特集 スクールスポーツウエア(4)/スクールスポーツ事業インタビュー/22年入学商戦に向けて/トンボ/明石スクールユニフォームカンパニー

2021年12月09日 (木曜日)

〈トンボ/取締役 営業統括本部 副本部長 恵谷 栄一 氏/ピストレに新素材を追加/昇華転写は新規採用の40%超〉

  ――来入学商戦に向けた商況は。

 前期(2021年6月期)は、前年の新型コロナウイルス禍による買い控えの反動と体育着通学の推奨によって、10%近い伸び率となりました。一方、今期に入っては、上半期(21年7~12月)は前年同期に比べて2~3%減少しており、例年並みに戻っています。

 通期では、新規校の獲得と前期に持ち越した価格改正で前年同期比2~3%増の着地を目指します。

 新規校は部活マーチングを含めて10月末までに約180校が確定しています。スポーツではこれから確定する物件も多いので、最終的には新規校の獲得で前年並みを目指します。

  ――昇華転写プリントが貢献しています。

 環境配慮型商品として、無水染色による昇華転写プリントを推奨しており、採用は新規全体の40%超となっています。全面昇華から部分昇華デザインの定番商品も増やしています。部活対応では全面昇華プリントで派手めなデザインの要望が多いですね。

 昇華転写の設備については前期から大きな増強はありません。夜間に無人稼働することでプリントの生産性が40%ほど向上しており、今期はこの方法で十分な対応が可能とみています。

  ――ウオームアップウエア「ピストレ」の採用状況は。

 今期はジャージー素材での決定が多く、独自の軽量ポリエステルニット「ピステックス」使いのピストレの採用状況は全体の約30%となっています。

 ピステックスではこれまで、撥水(はっすい)、裏起毛、制電、寒冷地向けの肉厚起毛、軽量性と吸汗速乾性を高めた生地の5種類で展開をしてきましたが、このほど新たに感性と質感を高めたシャドーストライプ柄を開発しました。摩擦、防融機能を強化した生地も新たに開発しており、トータル7種類での提案を進めています。

  ――設備投資は。

 縫製のトンボ倉吉工房スポーツ館(鳥取県倉吉市)で、ヘルスケア商品とハーフジップの体操服、タイツを3ラインで生産してきましたが、今期にポロシャツのラインを追加し、4ラインで稼働しています。

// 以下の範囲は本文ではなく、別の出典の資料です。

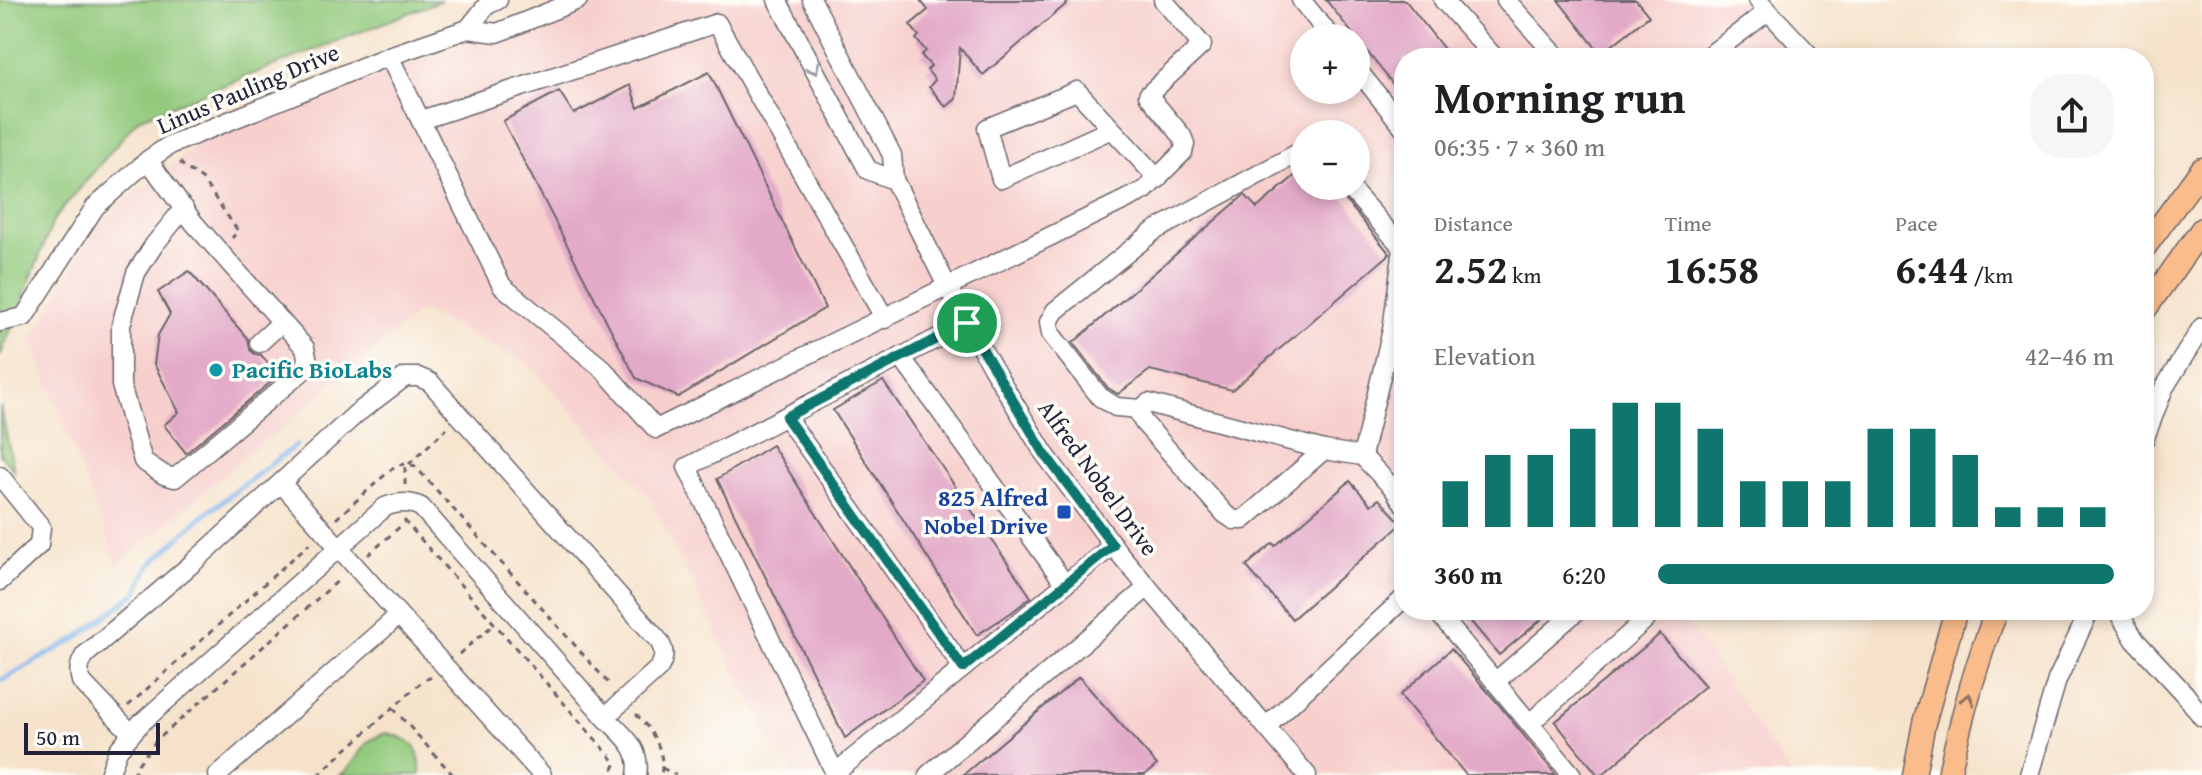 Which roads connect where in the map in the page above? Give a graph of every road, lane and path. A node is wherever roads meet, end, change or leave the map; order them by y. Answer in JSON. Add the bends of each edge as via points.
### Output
{"nodes":[{"id":1,"x":498,"y":0,"type":"edge"},
{"id":2,"x":578,"y":0,"type":"edge"},
{"id":3,"x":777,"y":0,"type":"edge"},
{"id":4,"x":812,"y":0,"type":"edge"},
{"id":5,"x":1163,"y":0,"type":"edge"},
{"id":6,"x":1301,"y":0,"type":"edge"},
{"id":7,"x":1443,"y":0,"type":"edge"},
{"id":8,"x":1506,"y":0,"type":"edge"},
{"id":9,"x":1762,"y":6,"type":"edge"},
{"id":10,"x":1321,"y":24,"type":"edge"},
{"id":11,"x":468,"y":29,"type":"junction"},
{"id":12,"x":1486,"y":48,"type":"edge"},
{"id":13,"x":1549,"y":48,"type":"edge"},
{"id":14,"x":1723,"y":48,"type":"edge"},
{"id":15,"x":1802,"y":48,"type":"edge"},
{"id":16,"x":389,"y":56,"type":"junction"},
{"id":17,"x":1370,"y":86,"type":"edge"},
{"id":18,"x":1394,"y":116,"type":"edge"},
{"id":19,"x":421,"y":120,"type":"junction"},
{"id":20,"x":1112,"y":129,"type":"junction"},
{"id":21,"x":170,"y":145,"type":"junction"},
{"id":22,"x":1290,"y":157,"type":"edge"},
{"id":23,"x":148,"y":160,"type":"junction"},
{"id":24,"x":2202,"y":169,"type":"edge"},
{"id":25,"x":1158,"y":179,"type":"junction"},
{"id":26,"x":894,"y":180,"type":"junction"},
{"id":27,"x":1360,"y":200,"type":"edge"},
{"id":28,"x":184,"y":208,"type":"junction"},
{"id":29,"x":2202,"y":229,"type":"edge"},
{"id":30,"x":2154,"y":234,"type":"edge"},
{"id":31,"x":1394,"y":238,"type":"edge"},
{"id":32,"x":219,"y":250,"type":"junction"},
{"id":33,"x":948,"y":288,"type":"junction"},
{"id":34,"x":2154,"y":296,"type":"edge"},
{"id":35,"x":1394,"y":315,"type":"edge"},
{"id":36,"x":885,"y":319,"type":"junction"},
{"id":37,"x":0,"y":322,"type":"edge"},
{"id":38,"x":282,"y":322,"type":"junction"},
{"id":39,"x":967,"y":323,"type":"junction"},
{"id":40,"x":2202,"y":327,"type":"edge"},
{"id":41,"x":259,"y":343,"type":"dead end"},
{"id":42,"x":901,"y":357,"type":"junction"},
{"id":43,"x":1141,"y":409,"type":"junction"},
{"id":44,"x":2154,"y":414,"type":"edge"},
{"id":45,"x":460,"y":416,"type":"junction"},
{"id":46,"x":786,"y":417,"type":"junction"},
{"id":47,"x":1324,"y":450,"type":"junction"},
{"id":48,"x":1362,"y":456,"type":"junction"},
{"id":49,"x":409,"y":464,"type":"dead end"},
{"id":50,"x":0,"y":476,"type":"edge"},
{"id":51,"x":281,"y":483,"type":"junction"},
{"id":52,"x":1394,"y":489,"type":"edge"},
{"id":53,"x":1113,"y":545,"type":"junction"},
{"id":54,"x":339,"y":548,"type":"junction"},
{"id":55,"x":355,"y":566,"type":"junction"},
{"id":56,"x":0,"y":581,"type":"edge"},
{"id":57,"x":1065,"y":584,"type":"junction"},
{"id":58,"x":1148,"y":587,"type":"junction"},
{"id":59,"x":1394,"y":607,"type":"edge"},
{"id":60,"x":399,"y":615,"type":"junction"},
{"id":61,"x":1444,"y":620,"type":"edge"},
{"id":62,"x":1566,"y":620,"type":"edge"},
{"id":63,"x":1645,"y":620,"type":"edge"},
{"id":64,"x":1953,"y":620,"type":"edge"},
{"id":65,"x":1994,"y":620,"type":"edge"},
{"id":66,"x":2085,"y":620,"type":"edge"},
{"id":67,"x":2123,"y":620,"type":"edge"},
{"id":68,"x":493,"y":625,"type":"junction"},
{"id":69,"x":445,"y":666,"type":"junction"},
{"id":70,"x":963,"y":668,"type":"junction"},
{"id":71,"x":1495,"y":682,"type":"junction"},
{"id":72,"x":393,"y":708,"type":"junction"},
{"id":73,"x":605,"y":717,"type":"junction"},
{"id":74,"x":2202,"y":717,"type":"edge"},
{"id":75,"x":1530,"y":723,"type":"junction"},
{"id":76,"x":1267,"y":726,"type":"junction"},
{"id":77,"x":131,"y":733,"type":"junction"},
{"id":78,"x":662,"y":768,"type":"dead end"},
{"id":79,"x":109,"y":775,"type":"edge"},
{"id":80,"x":133,"y":775,"type":"edge"},
{"id":81,"x":218,"y":775,"type":"edge"},
{"id":82,"x":318,"y":775,"type":"edge"},
{"id":83,"x":453,"y":775,"type":"edge"},
{"id":84,"x":542,"y":775,"type":"edge"},
{"id":85,"x":610,"y":775,"type":"edge"},
{"id":86,"x":637,"y":775,"type":"edge"},
{"id":87,"x":676,"y":775,"type":"edge"},
{"id":88,"x":928,"y":775,"type":"edge"},
{"id":89,"x":1307,"y":775,"type":"edge"},
{"id":90,"x":1572,"y":775,"type":"edge"},
{"id":91,"x":1914,"y":775,"type":"edge"},
{"id":92,"x":1949,"y":775,"type":"edge"},
{"id":93,"x":2029,"y":775,"type":"edge"}],
"edges":[{"from":1,"to":11,"type":"street","name":"Linus Pauling Drive","via":[[487,5]]},
{"from":2,"to":11,"type":"street","name":"Linus Pauling Drive","via":[[497,33]]},
{"from":3,"to":26,"type":"street","one_way":true,"via":[[868,170]]},
{"from":4,"to":26,"type":"street","name":"Alfred Nobel Drive","via":[[892,155]]},
{"from":5,"to":25,"type":"street","via":[[1202,45],[1148,95],[1185,144]]},
{"from":6,"to":10,"type":"street"},
{"from":7,"to":12,"type":"street"},
{"from":8,"to":13,"type":"street"},
{"from":9,"to":14,"type":"street"},
{"from":9,"to":15,"type":"street"},
{"from":11,"to":16,"type":"street","name":"Linus Pauling Drive"},
{"from":16,"to":19,"type":"street"},
{"from":16,"to":21,"type":"street","name":"Linus Pauling Drive"},
{"from":17,"to":18,"type":"street"},
{"from":19,"to":36,"type":"street","via":[[502,286],[602,368],[656,429]]},
{"from":19,"to":36,"type":"street","via":[[717,23]]},
{"from":20,"to":20,"type":"street","via":[[1001,179],[987,128],[1077,91]]},
{"from":20,"to":25,"type":"street"},
{"from":21,"to":23,"type":"street","name":"Linus Pauling Drive"},
{"from":21,"to":32,"type":"path","via":[[184,167],[202,179],[238,231]]},
{"from":22,"to":43,"type":"street","via":[[1154,231],[1055,311],[1049,322],[1051,334],[1100,397],[1116,407]]},
{"from":23,"to":28,"type":"street"},
{"from":23,"to":37,"type":"street","name":"Linus Pauling Drive","via":[[95,207],[24,317]]},
{"from":24,"to":30,"type":"main road"},
{"from":25,"to":33,"type":"street"},
{"from":26,"to":33,"type":"street","name":"Alfred Nobel Drive"},
{"from":27,"to":31,"type":"street"},
{"from":28,"to":32,"type":"street"},
{"from":28,"to":38,"type":"street","via":[[136,273],[121,325],[121,385],[143,461],[175,478],[305,369],[305,348]]},
{"from":29,"to":34,"type":"main road"},
{"from":32,"to":38,"type":"street"},
{"from":33,"to":36,"type":"street"},
{"from":33,"to":39,"type":"street","name":"Alfred Nobel Drive"},
{"from":35,"to":48,"type":"street"},
{"from":38,"to":41,"type":"street"},
{"from":39,"to":42,"type":"street"},
{"from":39,"to":53,"type":"street","name":"Alfred Nobel Drive","via":[[1044,453]]},
{"from":40,"to":44,"type":"street"},
{"from":42,"to":46,"type":"street"},
{"from":42,"to":57,"type":"street"},
{"from":43,"to":47,"type":"street","via":[[1148,403]]},
{"from":43,"to":47,"type":"street","via":[[1144,423],[1234,520],[1243,520]]},
{"from":45,"to":49,"type":"path"},
{"from":45,"to":51,"type":"street","via":[[430,382],[405,377]]},
{"from":45,"to":73,"type":"street","via":[[664,649],[659,668]]},
{"from":46,"to":70,"type":"street"},
{"from":46,"to":70,"type":"street","via":[[687,467],[835,773]]},
{"from":47,"to":48,"type":"street"},
{"from":48,"to":52,"type":"street"},
{"from":50,"to":56,"type":"street","via":[[41,527],[39,545]]},
{"from":51,"to":54,"type":"street"},
{"from":51,"to":77,"type":"street","via":[[80,663],[81,681]]},
{"from":53,"to":57,"type":"street"},
{"from":53,"to":58,"type":"street","name":"Alfred Nobel Drive"},
{"from":54,"to":55,"type":"street"},
{"from":54,"to":73,"type":"street","via":[[385,507],[404,502],[421,507]]},
{"from":54,"to":77,"type":"street"},
{"from":55,"to":60,"type":"street"},
{"from":55,"to":68,"type":"path","via":[[404,523]]},
{"from":55,"to":80,"type":"path","via":[[155,742]]},
{"from":57,"to":70,"type":"street"},
{"from":58,"to":76,"type":"street","name":"Alfred Nobel Drive"},
{"from":58,"to":88,"type":"street"},
{"from":59,"to":76,"type":"street"},
{"from":60,"to":69,"type":"street"},
{"from":60,"to":81,"type":"street"},
{"from":61,"to":71,"type":"street"},
{"from":62,"to":71,"type":"street"},
{"from":63,"to":75,"type":"street"},
{"from":64,"to":91,"type":"main road"},
{"from":92,"to":65,"type":"main road","one_way":true},
{"from":66,"to":93,"type":"street","via":[[2057,680]]},
{"from":67,"to":74,"type":"street"},
{"from":68,"to":69,"type":"path"},
{"from":68,"to":85,"type":"path","via":[[616,763]]},
{"from":69,"to":72,"type":"path"},
{"from":69,"to":84,"type":"street"},
{"from":71,"to":75,"type":"street"},
{"from":72,"to":82,"type":"path"},
{"from":72,"to":83,"type":"path"},
{"from":73,"to":86,"type":"street","via":[[634,747]]},
{"from":75,"to":90,"type":"street"},
{"from":76,"to":89,"type":"street","name":"Alfred Nobel Drive"},
{"from":77,"to":79,"type":"street"},
{"from":78,"to":87,"type":"path"}]}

〈明石スクールユニフォームカンパニー/営業本部 スクールスポーツ部長 前田 健太郎 氏/「デサント」累計2100校へ/「アスリッシュ」と2本柱で販売好調〉

  ――「デサント」ブランドの新カテゴリー、「デサントハイブリッド」が好調です。

 ストレッチ性や軽量感に加え、求められる耐久性を備えているウエアが評価されています。再生繊維を使用するなど、環境に配慮した点も採用の後押しになりました。

 同ブランドのマークは学販向けということもあり、「フィールドマーク」を使っていました。これを今年4月発売のモデルから東京五輪の競技用ウエアなどで使われている「スピリットマーク」に変更したことで認知度も向上し、採用にもつながりました。

 同ブランドとアドバイザリー契約を結ぶ、米大リーグ、エンゼルスの大谷翔平選手が今年大活躍したことも注目されるきっかけになりました。良い意味で追い風が吹いたと感じています。

 来入学商戦でも、引き続き100校以上の新規採用校の獲得が確実で、累計採用校数が2100校を突破する見込みです。

  ――自社ブランドの「アスリッシュ」はいかがですか。

 2020年の入学商戦で打ち出して以降、今までにないテイストと、他社にはないオリジナリティーという面が採用に貢献しています。毎年、私学有名校に採用されており、この点もPRにつながっています。来入学商戦では20校ほどの獲得を見込んでいます。

  ――スクールスポーツの今期(21年12月期)の見通しは。

 デサントとアスリッシュという2本柱の販売が奏功し、増収を見込んでいます。新型コロナ禍の影響で体操服での通学を許可する学校が増えたことも後押ししていますし、今夏は水泳の授業が復活してきたこともあり、水着の受注も回復しました。

 この間、性的少数者(LGBTQ)への配慮で、中学校での制服のブレザー化が加速しています。これに伴い、スクールスポーツでも中学校に提案へ行く機会が増えました。現在、中学校向けに的を射た商品の開発を進めています。今後求められることが予想される、サステイナビリティーを見据えた商品開発とともに、岡山大学と共同で研究している人工知能(AI)を使った採寸の精度向上にも力を入れていきます。